According to the same source, this legal measure, known as the “health issue”, targeted 10 opposition and dissident politicians, including the senior leadership of the organization. Alexey Navalny And members of the “Pussy Riot” protest group, and everyone has been charged with inciting others to violate the rules imposed last spring to curb the spread of the Corona virus, which their lawyers denied.
Ruse of the Russian authorities
On the one hand, the plaintiffs say that their social media posts calling for a protest in Moscow in January led to the presence of 19 people who were legally required to quarantine home due to positive Covid-19 test results.
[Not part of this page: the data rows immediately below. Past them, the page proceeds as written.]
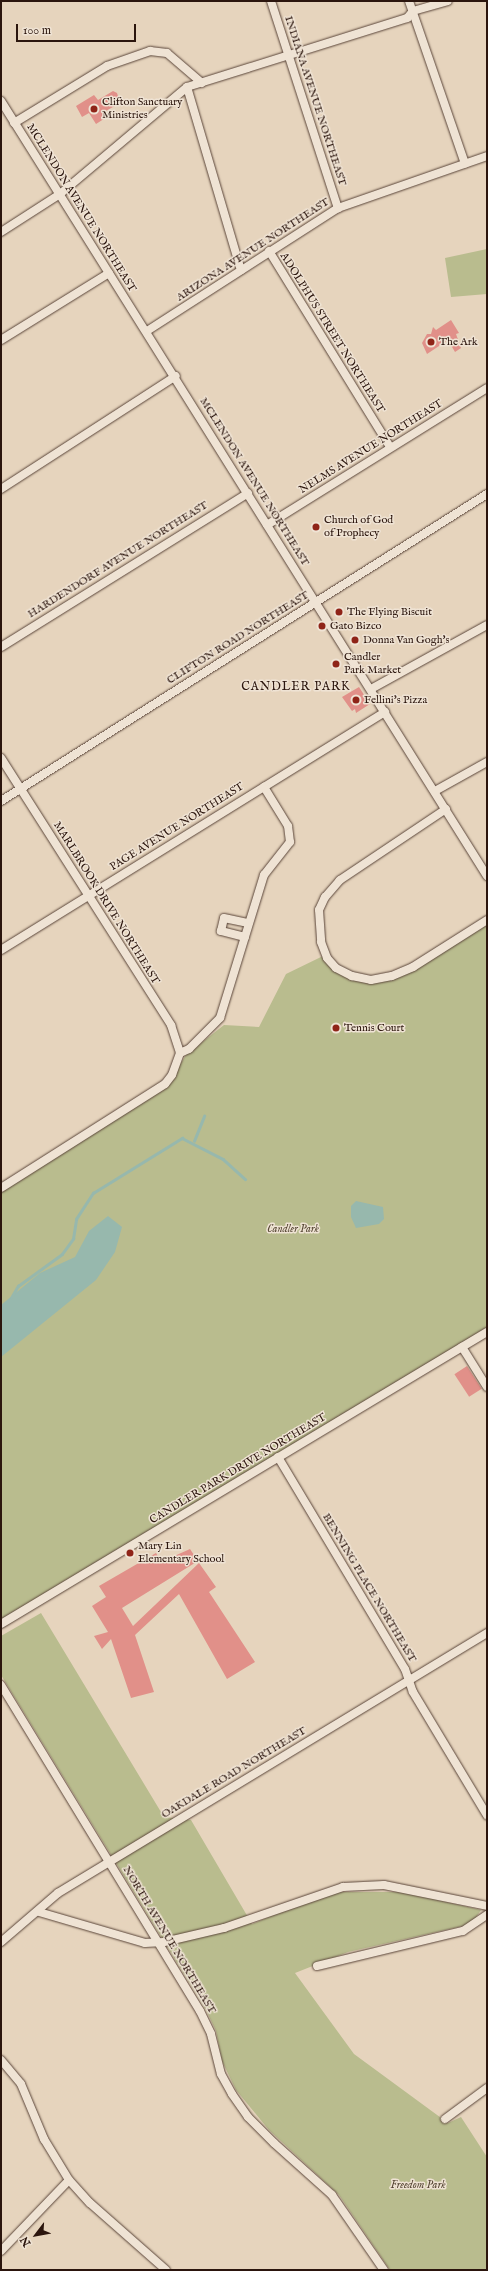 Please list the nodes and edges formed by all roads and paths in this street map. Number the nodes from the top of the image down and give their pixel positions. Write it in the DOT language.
graph roads {
  1 [pos="271,1"];
  2 [pos="410,1"];
  3 [pos="448,1"];
  4 [pos="413,11"];
  5 [pos="289,55"];
  6 [pos="202,83"];
  7 [pos="187,88"];
  8 [pos="1,101"];
  9 [pos="14,123"];
  10 [pos="487,156"];
  11 [pos="466,164"];
  12 [pos="60,194"];
  13 [pos="338,208"];
  14 [pos="1,232"];
  15 [pos="269,251"];
  16 [pos="241,270"];
  17 [pos="109,273"];
  18 [pos="147,331"];
  19 [pos="1,340"];
  20 [pos="176,376"];
  21 [pos="487,388"];
  22 [pos="390,447"];
  23 [pos="1,489"];
  24 [pos="248,493"];
  25 [pos="487,494"];
  26 [pos="267,525"];
  27 [pos="315,602"];
  28 [pos="487,625"];
  29 [pos="1,647"];
  30 [pos="371,689"];
  31 [pos="385,712"];
  32 [pos="1,758"];
  33 [pos="487,762"];
  34 [pos="264,787"];
  35 [pos="20,789"];
  36 [pos="435,791"];
  37 [pos="1,801"];
  38 [pos="446,808"];
  39 [pos="484,866"];
  40 [pos="487,876"];
  41 [pos="89,894"];
  42 [pos="487,920"];
  43 [pos="248,924"];
  44 [pos="245,937"];
  45 [pos="1,950"];
  46 [pos="180,1053"];
  47 [pos="1,1188"];
  48 [pos="487,1332"];
  49 [pos="462,1347"];
  50 [pos="487,1387"];
  51 [pos="278,1457"];
  52 [pos="1,1624"];
  53 [pos="487,1633"];
  54 [pos="409,1680"];
  55 [pos="1,1684"];
  56 [pos="487,1815"];
  57 [pos="110,1863"];
  58 [pos="487,1906"];
  59 [pos="39,1912"];
  60 [pos="487,1915"];
  61 [pos="1,1942"];
  62 [pos="158,1942"];
  63 [pos="317,1966"];
  64 [pos="1,2060"];
  65 [pos="487,2088"];
  66 [pos="445,2119"];
  67 [pos="69,2180"];
  68 [pos="1,2251"];
  69 [pos="166,2270"];
  70 [pos="384,2270"];
  1 -- 5 [label="street, INDIANA AVENUE NORTHEAST"];
  2 -- 4 [label="street"];
  3 -- 4 [label="street"];
  4 -- 5 [label="street"];
  4 -- 11 [label="street"];
  5 -- 6 [label="street"];
  5 -- 13 [label="street, INDIANA AVENUE NORTHEAST"];
  6 -- 7 [label="street"];
  6 -- 9 [label="street"];
  7 -- 12 [label="street"];
  7 -- 16 [label="street"];
  8 -- 9 [label="street, MCLENDON AVENUE NORTHEAST"];
  9 -- 12 [label="street, MCLENDON AVENUE NORTHEAST"];
  10 -- 11 [label="street, ARIZONA AVENUE NORTHEAST"];
  11 -- 13 [label="street, ARIZONA AVENUE NORTHEAST"];
  12 -- 14 [label="street"];
  12 -- 17 [label="street, MCLENDON AVENUE NORTHEAST"];
  13 -- 15 [label="street, ARIZONA AVENUE NORTHEAST"];
  15 -- 16 [label="street, ARIZONA AVENUE NORTHEAST"];
  15 -- 22 [label="street, ADOLPHUS STREET NORTHEAST"];
  16 -- 18 [label="street, ARIZONA AVENUE NORTHEAST"];
  17 -- 18 [label="street, MCLENDON AVENUE NORTHEAST"];
  17 -- 19 [label="street"];
  18 -- 20 [label="street, MCLENDON AVENUE NORTHEAST"];
  20 -- 23 [label="street"];
  20 -- 24 [label="street, MCLENDON AVENUE NORTHEAST"];
  21 -- 22 [label="street, NELMS AVENUE NORTHEAST"];
  22 -- 26 [label="street, NELMS AVENUE NORTHEAST"];
  24 -- 26 [label="street, MCLENDON AVENUE NORTHEAST"];
  24 -- 29 [label="street, HARDENDORF AVENUE NORTHEAST"];
  25 -- 27 [label="street, CLIFTON ROAD NORTHEAST"];
  26 -- 27 [label="street, MCLENDON AVENUE NORTHEAST"];
  27 -- 30 [label="street, MCLENDON AVENUE NORTHEAST"];
  27 -- 35 [label="street, CLIFTON ROAD NORTHEAST"];
  28 -- 30 [label="street"];
  30 -- 31 [label="street, MCLENDON AVENUE NORTHEAST"];
  31 -- 34 [label="street, PAGE AVENUE NORTHEAST"];
  31 -- 36 [label="street, MCLENDON AVENUE NORTHEAST"];
  32 -- 35 [label="street, MARLBROOK DRIVE NORTHEAST"];
  33 -- 36 [label="street"];
  34 -- 41 [label="street, PAGE AVENUE NORTHEAST"];
  34 -- 43 [label="street"];
  35 -- 37 [label="street, CLIFTON ROAD NORTHEAST"];
  35 -- 41 [label="street, MARLBROOK DRIVE NORTHEAST"];
  36 -- 38 [label="street, MCLENDON AVENUE NORTHEAST"];
  38 -- 39 [label="street, MCLENDON AVENUE NORTHEAST"];
  38 -- 42 [label="street"];
  39 -- 40 [label="street, MCLENDON AVENUE NORTHEAST"];
  41 -- 45 [label="street, PAGE AVENUE NORTHEAST"];
  41 -- 46 [label="street, MARLBROOK DRIVE NORTHEAST"];
  43 -- 44 [label="street"];
  43 -- 44 [label="street"];
  44 -- 46 [label="street"];
  46 -- 47 [label="street"];
  48 -- 49 [label="street, CANDLER PARK DRIVE NORTHEAST"];
  49 -- 50 [label="street"];
  49 -- 51 [label="street, CANDLER PARK DRIVE NORTHEAST"];
  51 -- 52 [label="street, CANDLER PARK DRIVE NORTHEAST"];
  51 -- 54 [label="street, BENNING PLACE NORTHEAST"];
  53 -- 54 [label="street, OAKDALE ROAD NORTHEAST"];
  54 -- 56 [label="street, BENNING PLACE NORTHEAST"];
  54 -- 57 [label="street, OAKDALE ROAD NORTHEAST"];
  55 -- 57 [label="street, NORTH AVENUE NORTHEAST"];
  57 -- 59 [label="street, OAKDALE ROAD NORTHEAST"];
  57 -- 62 [label="street, NORTH AVENUE NORTHEAST"];
  58 -- 62 [label="street"];
  59 -- 61 [label="street, OAKDALE ROAD NORTHEAST"];
  59 -- 62 [label="street"];
  60 -- 63 [label="street"];
  62 -- 70 [label="street, NORTH AVENUE NORTHEAST"];
  64 -- 67 [label="street"];
  65 -- 66 [label="street"];
  67 -- 68 [label="street"];
  67 -- 69 [label="street"];
}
This puts the others in attendance at risk.
While defense lawyers confirm that the authorities are sarcastically twisting the rules of the Corona virus to isolate people who will not spread the infection, but they see that their danger is political in nature.
“The ideological intent is to classify opposition figures as infecting the public and poisoning its ideas,” said Daniel Berman, lawyer for “Pussy Riot” group member Maria Alyujina, who was among those targeted.
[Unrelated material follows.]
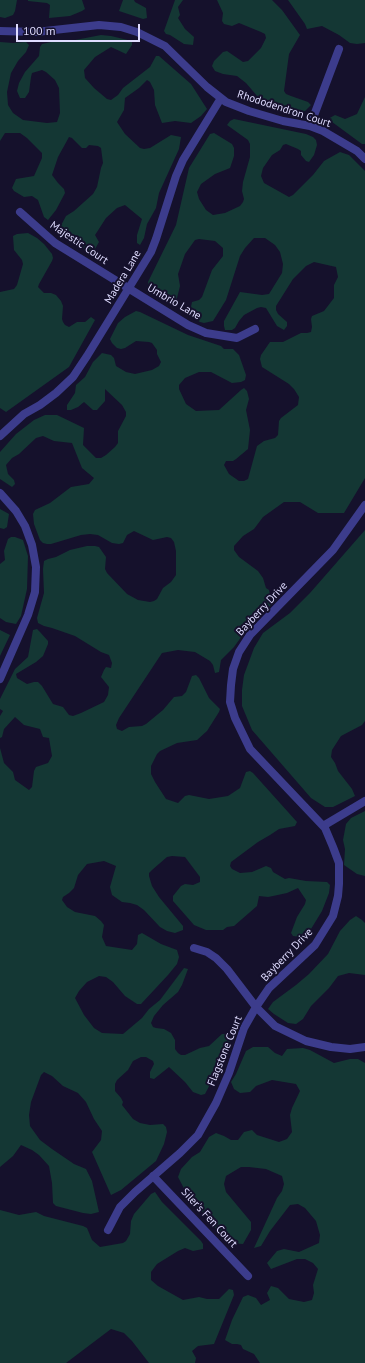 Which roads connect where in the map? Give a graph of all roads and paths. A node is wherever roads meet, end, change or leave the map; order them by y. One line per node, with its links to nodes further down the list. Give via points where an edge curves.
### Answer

Berman added that the removal of key leaders ahead of parliamentary elections scheduled for this year is also hindering the opposition.
Restriction of freedoms
According to The guardian The British, Friday, while many around the world complained about the Coronavirus restrictions violating their freedoms as a byproduct of safety measures, members of the Russian opposition are protesting that the government is using the restrictions against them with a specific aim: to restrict their freedom.
Defense attorneys say the online posts by opposition figures promoting the protest and not specifically encouraging patients to attend as the government accuses them. The shutdown was canceled in Moscow anyway months ago.
Likewise, defense attorneys say, the rules are being applied selectively. To restrict opposition activity, while allowing pro-government actors to proceed with few restrictions, although the virus would easily spread to any type of gathering.
The “health issue” is the most famous measure yet. Among those accused are Navalny’s brother, a spokeswoman for his movement, and a political ally who intends to run for parliament this year.
On Thursday, 18 March, a Moscow court extended the house arrest of four of the defendants until June. Lawyers expect similar rulings for the rest of the group at a hearing on Friday 19 March.